Stored items:
□ □ □ □ □ □ □

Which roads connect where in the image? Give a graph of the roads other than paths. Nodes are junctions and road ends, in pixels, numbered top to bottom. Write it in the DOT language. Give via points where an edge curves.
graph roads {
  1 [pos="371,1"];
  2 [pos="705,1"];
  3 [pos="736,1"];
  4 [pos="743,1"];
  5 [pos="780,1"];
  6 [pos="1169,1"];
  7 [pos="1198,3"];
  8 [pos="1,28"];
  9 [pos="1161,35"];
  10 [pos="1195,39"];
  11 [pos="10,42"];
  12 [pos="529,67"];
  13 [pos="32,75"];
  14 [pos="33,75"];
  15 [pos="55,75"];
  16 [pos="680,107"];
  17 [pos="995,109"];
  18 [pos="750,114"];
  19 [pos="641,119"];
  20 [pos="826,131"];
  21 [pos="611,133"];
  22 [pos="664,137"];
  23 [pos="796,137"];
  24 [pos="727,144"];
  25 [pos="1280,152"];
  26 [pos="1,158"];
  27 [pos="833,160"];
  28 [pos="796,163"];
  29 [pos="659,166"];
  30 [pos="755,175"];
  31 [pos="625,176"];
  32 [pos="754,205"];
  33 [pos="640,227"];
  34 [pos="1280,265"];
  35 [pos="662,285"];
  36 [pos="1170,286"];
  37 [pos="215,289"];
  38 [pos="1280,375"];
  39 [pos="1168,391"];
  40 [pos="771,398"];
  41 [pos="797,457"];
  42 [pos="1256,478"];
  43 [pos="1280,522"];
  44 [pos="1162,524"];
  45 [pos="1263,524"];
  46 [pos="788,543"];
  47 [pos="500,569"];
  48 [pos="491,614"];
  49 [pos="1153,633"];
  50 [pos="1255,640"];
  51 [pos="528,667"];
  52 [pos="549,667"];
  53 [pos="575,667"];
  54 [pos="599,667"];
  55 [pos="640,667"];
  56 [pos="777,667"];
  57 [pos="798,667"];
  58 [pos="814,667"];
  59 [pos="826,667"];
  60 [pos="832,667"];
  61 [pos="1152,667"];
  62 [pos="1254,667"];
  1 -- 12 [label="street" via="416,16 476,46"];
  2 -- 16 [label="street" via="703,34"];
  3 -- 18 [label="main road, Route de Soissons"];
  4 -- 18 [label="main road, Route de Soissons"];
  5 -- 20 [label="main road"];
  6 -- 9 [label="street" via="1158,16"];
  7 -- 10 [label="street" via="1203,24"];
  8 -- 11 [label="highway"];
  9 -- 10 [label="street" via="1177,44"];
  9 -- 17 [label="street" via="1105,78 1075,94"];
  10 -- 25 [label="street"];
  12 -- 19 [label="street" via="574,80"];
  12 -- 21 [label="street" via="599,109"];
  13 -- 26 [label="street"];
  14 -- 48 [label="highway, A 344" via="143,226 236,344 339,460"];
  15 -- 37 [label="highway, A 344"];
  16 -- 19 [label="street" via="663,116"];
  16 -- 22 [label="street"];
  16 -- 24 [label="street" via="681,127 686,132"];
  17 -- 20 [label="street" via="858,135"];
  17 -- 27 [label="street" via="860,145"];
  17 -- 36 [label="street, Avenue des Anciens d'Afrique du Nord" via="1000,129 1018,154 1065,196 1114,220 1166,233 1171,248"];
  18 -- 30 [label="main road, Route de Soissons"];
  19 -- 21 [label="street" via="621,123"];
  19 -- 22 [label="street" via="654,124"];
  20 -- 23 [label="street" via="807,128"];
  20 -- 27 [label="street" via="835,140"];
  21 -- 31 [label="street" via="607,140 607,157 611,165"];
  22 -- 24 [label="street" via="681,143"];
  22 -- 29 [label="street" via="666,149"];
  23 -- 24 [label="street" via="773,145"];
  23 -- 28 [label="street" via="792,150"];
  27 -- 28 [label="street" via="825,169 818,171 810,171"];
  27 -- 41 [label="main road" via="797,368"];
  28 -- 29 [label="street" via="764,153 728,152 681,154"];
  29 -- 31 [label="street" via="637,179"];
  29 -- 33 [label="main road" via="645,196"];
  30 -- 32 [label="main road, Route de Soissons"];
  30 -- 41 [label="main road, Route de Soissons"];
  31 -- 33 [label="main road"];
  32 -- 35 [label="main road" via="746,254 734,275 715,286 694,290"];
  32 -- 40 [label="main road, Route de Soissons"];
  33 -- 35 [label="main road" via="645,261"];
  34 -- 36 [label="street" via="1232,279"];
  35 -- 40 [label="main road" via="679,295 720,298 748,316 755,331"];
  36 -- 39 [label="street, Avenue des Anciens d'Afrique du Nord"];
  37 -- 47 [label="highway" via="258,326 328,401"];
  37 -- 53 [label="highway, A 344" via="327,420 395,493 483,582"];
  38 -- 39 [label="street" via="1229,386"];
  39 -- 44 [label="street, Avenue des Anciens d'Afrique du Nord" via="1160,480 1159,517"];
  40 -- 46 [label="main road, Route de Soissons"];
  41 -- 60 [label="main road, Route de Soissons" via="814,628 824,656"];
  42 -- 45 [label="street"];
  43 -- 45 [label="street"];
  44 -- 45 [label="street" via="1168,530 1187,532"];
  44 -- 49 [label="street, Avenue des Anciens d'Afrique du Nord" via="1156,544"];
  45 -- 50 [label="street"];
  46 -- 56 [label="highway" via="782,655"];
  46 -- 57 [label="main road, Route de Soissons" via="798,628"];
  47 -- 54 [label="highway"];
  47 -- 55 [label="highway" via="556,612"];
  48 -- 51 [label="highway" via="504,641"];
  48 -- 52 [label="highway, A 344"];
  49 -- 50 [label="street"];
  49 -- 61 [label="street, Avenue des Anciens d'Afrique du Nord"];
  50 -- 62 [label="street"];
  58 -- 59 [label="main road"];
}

□ □ □ □ □ □ □

• Work instructions
Wherever the string "graph" appears in the entries, copy that line.

• Answer to this problem
Which roads connect where in the image? Give a graph of the roads other than paths. Nodes are junctions and road ends, in pixels, numbered top to bottom. Write it in the DOT language. Give via points where an edge curves.
graph roads {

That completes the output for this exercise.